Conflicts in the Gulf region will have an impact on the Portuguese economy mainly through prices, and could also put pressure on public accounts, particularly after the shock caused by the storms, economists point out to Lusa.
“The most visible impact of the conflict will be on fuel prices and also electricity”, Ricardo Amaro, lead economist for the Eurozone at Oxford Economics, told Lusa, adding that there are still “several scenarios on the table at the moment”.
The estimate for a barrel of oil is close to 80 dollars in the next quarter, but with a return to January levels in the summer, he noted, “with the annual average remaining at 68 dollars per barrel, just slightly above the 65 dollars predicted by the government in the State Budget”.
Still, there are risks that could increase the effects, depending on the duration of the conflict or the possibility of a more aggressive impact in the short term, “particularly if Iran manages to suspend circulation in the Strait of Hormuz for a prolonged period”, he warned.
In addition to energy prices and possible disturbances in supply chains, “there is also a need to consider possible impacts on financial markets and/or consumer and business confidence that could intensify the economic impact of the conflict”, admitted the economist, although noting that the Portuguese economy “has reduced its dependence on oil over time and is today less vulnerable to possible increases in its price”.
Economist Ricardo Ferraz, professor at ISEG and Lusófona, also highlighted to Lusa that “there are high risks that we could be penalized for this war, but everything will depend on its duration”, and a prolonged conflict would lead to accelerations in inflation rates.
“If this inflation proves persistent, this will lead the monetary authorities to increase interest rates again, with a recessive impact on the economy and employment (at a time when the euro zone remains fragile and when the main engines are stubbornly unable to start)”, he noted, which would weigh on the Portuguese economy, when it is still “trying to recover from the shock of the storms, which seriously affected part of our companies, especially in the highly exporting area of Leiria”.

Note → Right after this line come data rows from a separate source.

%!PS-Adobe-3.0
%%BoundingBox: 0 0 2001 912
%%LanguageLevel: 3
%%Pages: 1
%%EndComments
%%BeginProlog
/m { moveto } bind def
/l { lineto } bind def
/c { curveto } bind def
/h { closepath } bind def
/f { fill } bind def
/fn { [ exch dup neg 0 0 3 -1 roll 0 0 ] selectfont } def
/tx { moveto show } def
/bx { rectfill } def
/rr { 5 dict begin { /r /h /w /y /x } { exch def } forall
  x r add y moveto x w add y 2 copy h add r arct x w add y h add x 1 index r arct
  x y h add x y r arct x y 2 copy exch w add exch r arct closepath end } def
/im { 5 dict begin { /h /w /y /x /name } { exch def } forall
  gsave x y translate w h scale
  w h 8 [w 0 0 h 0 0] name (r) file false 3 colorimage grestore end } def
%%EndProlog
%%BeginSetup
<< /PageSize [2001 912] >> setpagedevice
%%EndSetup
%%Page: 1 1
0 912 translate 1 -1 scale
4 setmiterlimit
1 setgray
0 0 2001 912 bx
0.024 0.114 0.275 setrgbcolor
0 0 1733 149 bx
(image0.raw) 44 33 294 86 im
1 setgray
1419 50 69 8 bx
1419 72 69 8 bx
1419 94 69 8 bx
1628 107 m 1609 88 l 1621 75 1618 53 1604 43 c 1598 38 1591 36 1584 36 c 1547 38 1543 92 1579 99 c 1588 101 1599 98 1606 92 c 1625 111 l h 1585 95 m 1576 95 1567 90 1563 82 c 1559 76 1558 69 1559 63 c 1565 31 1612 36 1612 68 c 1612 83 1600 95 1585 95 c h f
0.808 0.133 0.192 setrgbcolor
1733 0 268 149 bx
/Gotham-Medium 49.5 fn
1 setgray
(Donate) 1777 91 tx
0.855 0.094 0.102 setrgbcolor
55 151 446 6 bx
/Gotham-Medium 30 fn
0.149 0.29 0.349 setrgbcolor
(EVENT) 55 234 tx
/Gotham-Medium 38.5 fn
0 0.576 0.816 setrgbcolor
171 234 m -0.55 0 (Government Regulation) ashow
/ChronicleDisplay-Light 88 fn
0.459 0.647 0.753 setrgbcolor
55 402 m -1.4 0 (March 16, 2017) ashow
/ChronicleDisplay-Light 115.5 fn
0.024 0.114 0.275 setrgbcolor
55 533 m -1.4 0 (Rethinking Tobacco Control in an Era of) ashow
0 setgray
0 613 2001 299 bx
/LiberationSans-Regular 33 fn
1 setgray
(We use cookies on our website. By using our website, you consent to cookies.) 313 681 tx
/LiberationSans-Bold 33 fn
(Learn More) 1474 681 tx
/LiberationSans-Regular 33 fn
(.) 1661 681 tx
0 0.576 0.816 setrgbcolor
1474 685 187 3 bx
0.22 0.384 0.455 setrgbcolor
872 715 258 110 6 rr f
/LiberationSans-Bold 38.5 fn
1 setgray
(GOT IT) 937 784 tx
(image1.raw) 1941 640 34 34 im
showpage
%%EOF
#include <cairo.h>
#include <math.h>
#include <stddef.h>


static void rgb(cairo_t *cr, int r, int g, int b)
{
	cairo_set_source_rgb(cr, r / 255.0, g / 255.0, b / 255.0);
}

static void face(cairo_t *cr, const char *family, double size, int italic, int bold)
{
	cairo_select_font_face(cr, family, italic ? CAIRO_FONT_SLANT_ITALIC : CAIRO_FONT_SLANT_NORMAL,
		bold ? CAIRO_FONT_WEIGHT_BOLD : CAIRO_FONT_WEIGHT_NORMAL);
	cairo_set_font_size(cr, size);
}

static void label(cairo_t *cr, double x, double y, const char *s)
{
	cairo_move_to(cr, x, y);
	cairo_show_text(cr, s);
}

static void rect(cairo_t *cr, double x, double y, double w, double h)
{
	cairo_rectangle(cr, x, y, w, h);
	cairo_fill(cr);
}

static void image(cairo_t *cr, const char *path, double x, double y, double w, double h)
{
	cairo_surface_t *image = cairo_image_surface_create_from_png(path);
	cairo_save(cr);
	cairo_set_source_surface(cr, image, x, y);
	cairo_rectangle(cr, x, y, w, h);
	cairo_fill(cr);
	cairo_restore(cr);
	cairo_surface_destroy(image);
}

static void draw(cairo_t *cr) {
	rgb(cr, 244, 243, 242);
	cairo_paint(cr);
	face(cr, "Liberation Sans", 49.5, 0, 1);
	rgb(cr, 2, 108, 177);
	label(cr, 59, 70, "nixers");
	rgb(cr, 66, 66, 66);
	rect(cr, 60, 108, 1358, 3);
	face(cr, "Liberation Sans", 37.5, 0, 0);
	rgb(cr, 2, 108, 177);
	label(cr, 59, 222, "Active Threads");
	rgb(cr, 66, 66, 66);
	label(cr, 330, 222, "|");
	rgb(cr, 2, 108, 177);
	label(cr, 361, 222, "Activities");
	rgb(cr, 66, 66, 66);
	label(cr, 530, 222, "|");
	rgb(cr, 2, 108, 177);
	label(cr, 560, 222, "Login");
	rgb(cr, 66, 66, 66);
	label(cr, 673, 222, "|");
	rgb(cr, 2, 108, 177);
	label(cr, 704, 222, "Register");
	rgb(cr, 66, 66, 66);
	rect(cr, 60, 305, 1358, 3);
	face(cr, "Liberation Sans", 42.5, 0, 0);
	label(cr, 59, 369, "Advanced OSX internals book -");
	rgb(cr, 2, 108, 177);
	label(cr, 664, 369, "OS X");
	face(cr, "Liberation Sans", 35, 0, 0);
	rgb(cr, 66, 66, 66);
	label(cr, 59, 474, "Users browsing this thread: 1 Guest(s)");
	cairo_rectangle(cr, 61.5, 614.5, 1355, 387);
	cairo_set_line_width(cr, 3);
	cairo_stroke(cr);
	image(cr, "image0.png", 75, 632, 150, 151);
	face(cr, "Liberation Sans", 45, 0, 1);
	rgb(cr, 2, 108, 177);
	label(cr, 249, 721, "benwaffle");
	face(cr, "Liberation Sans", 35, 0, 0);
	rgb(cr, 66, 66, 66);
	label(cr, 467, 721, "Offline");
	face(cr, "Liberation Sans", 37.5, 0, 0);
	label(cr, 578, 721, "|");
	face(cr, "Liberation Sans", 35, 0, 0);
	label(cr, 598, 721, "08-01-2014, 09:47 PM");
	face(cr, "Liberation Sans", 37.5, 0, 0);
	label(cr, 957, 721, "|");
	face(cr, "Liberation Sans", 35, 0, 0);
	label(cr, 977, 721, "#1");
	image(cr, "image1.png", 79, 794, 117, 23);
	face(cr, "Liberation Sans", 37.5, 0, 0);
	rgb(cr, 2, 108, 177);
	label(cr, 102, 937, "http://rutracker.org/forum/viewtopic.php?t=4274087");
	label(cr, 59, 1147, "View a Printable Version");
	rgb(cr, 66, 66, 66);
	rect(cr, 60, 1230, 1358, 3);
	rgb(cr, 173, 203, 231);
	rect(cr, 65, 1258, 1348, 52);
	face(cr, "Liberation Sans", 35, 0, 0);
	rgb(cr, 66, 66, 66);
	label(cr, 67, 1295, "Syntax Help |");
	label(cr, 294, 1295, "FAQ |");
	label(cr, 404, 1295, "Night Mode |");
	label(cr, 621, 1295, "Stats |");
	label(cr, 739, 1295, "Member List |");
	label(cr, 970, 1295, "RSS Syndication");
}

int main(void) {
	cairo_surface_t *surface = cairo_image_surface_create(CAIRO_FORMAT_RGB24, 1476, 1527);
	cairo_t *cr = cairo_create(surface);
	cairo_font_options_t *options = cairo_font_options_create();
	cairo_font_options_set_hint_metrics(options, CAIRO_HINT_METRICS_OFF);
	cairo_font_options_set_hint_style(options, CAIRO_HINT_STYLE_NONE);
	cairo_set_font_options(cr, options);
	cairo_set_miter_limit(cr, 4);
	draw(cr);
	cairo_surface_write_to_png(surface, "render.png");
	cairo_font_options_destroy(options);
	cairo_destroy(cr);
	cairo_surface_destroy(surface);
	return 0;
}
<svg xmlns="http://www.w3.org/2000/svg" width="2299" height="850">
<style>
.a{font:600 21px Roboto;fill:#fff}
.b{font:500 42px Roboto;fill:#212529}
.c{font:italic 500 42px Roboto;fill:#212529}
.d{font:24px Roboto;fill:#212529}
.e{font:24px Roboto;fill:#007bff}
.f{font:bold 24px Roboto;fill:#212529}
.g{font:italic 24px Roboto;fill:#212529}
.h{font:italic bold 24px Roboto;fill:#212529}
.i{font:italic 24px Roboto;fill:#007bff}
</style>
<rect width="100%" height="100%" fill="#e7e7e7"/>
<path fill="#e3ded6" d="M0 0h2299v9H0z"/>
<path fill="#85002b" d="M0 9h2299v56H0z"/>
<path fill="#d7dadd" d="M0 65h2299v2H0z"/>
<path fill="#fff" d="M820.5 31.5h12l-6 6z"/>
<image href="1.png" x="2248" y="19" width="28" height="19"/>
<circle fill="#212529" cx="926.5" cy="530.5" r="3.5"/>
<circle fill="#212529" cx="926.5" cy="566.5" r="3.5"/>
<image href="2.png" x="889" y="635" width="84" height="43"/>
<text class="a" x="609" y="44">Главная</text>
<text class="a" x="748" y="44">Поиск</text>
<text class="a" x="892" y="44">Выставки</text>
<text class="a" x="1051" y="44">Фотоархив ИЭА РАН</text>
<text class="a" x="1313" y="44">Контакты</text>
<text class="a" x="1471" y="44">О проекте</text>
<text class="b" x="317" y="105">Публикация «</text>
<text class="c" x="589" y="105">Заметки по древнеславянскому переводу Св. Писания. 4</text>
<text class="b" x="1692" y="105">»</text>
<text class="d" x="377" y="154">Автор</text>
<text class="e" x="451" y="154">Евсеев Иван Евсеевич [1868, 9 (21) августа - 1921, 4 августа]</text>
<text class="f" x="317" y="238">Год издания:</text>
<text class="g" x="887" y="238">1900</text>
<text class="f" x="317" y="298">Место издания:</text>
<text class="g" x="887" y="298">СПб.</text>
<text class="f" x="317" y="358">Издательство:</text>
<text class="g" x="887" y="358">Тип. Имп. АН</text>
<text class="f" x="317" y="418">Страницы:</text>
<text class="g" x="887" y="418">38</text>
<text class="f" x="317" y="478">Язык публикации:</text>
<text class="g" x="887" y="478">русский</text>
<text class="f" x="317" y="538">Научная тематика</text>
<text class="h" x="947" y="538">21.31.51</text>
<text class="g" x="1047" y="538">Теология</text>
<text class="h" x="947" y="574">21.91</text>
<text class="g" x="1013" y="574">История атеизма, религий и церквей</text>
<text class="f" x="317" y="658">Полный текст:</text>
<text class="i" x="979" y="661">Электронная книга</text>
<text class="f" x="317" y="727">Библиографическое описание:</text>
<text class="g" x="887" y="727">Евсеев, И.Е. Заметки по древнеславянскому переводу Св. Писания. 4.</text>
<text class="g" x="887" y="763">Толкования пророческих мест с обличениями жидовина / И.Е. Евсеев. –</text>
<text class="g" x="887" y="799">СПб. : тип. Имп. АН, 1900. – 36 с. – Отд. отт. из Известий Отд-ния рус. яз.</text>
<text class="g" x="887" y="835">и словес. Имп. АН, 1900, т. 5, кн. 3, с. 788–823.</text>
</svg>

The coordinator of NECEP – Católica Lisbon Forecasting Lab, João Borges de Assunção, pointed out to Lusa that the effect on the Portuguese economy is “mainly via trade balances with abroad, as in the short term it does not seem to pose problems in terms of physical deliveries”.
In analyzing the conflict, Xtb also highlighted that the most immediate macroeconomic impact is on inflation, starting with energy — more expensive fuels and electricity — and quickly spreading to food and, later, to services.”
“If the escalation continues for several months, this pressure on prices could anchor higher inflationary expectations, leading the European Central Bank (ECB) to adopt a more restrictive monetary policy, that is, maintaining or increasing interest rates”, the analysis reads.
With regard to public accounts, Ricardo Amaro pointed out that there are contradictory effects, and “high prices penalize economic activity, but this is partly offset by the effect of inflation that increases VAT and ISP revenues, for example”.
Even so, he assumes that it is “likely to return to deficits in 2026, but more due to the effect of the package announced after the storms at around 1% of GDP”. “But we expect a slight deficit, as the better starting point for 2026 after the better performance than expected in 2025 will partially offset this increase in spending”, he said, noting that there should, even so, be a further decline in the public debt ratio, which will be below the European average in 2026 for the first time since 2004.
Ricardo Ferraz also assumed that maintaining a fiscal surplus in 2026 “has become much more challenging due to the storms, namely their negative economic effects and the support granted”.
“This war now adds even more uncertainty to this outcome, although it is not known how or when it will end. In any case, it does not seem possible to say that a budget surplus scenario is completely ruled out”, he concluded.
João Borges de Assunção signaled, in turn, that the impact on the budget balance “will only be indirect via economic activity and a prolonged period of high prices would be necessary to begin to have a direct material effect”.
The economist considered that it is still possible to end the year with a fiscal surplus, although highlighting that it is “normal for there to be a slight deficit, which does not put the sustainability of public finances at risk.”
There is still a lack of clarification from the Government on the concrete dimension of the reconstruction effort after the storms, to assess the final impact on this year’s budget balance.
Xtb also reported an effect on “increasing state costs in terms of defense and security as military spending or financing of external operations grows.”
“For the Portuguese economy, this could translate into slight pressure on public accounts and a possible need to reorient fiscal priorities, even if the direct impact is limited in relation to the size of the economy”, the analysis reads.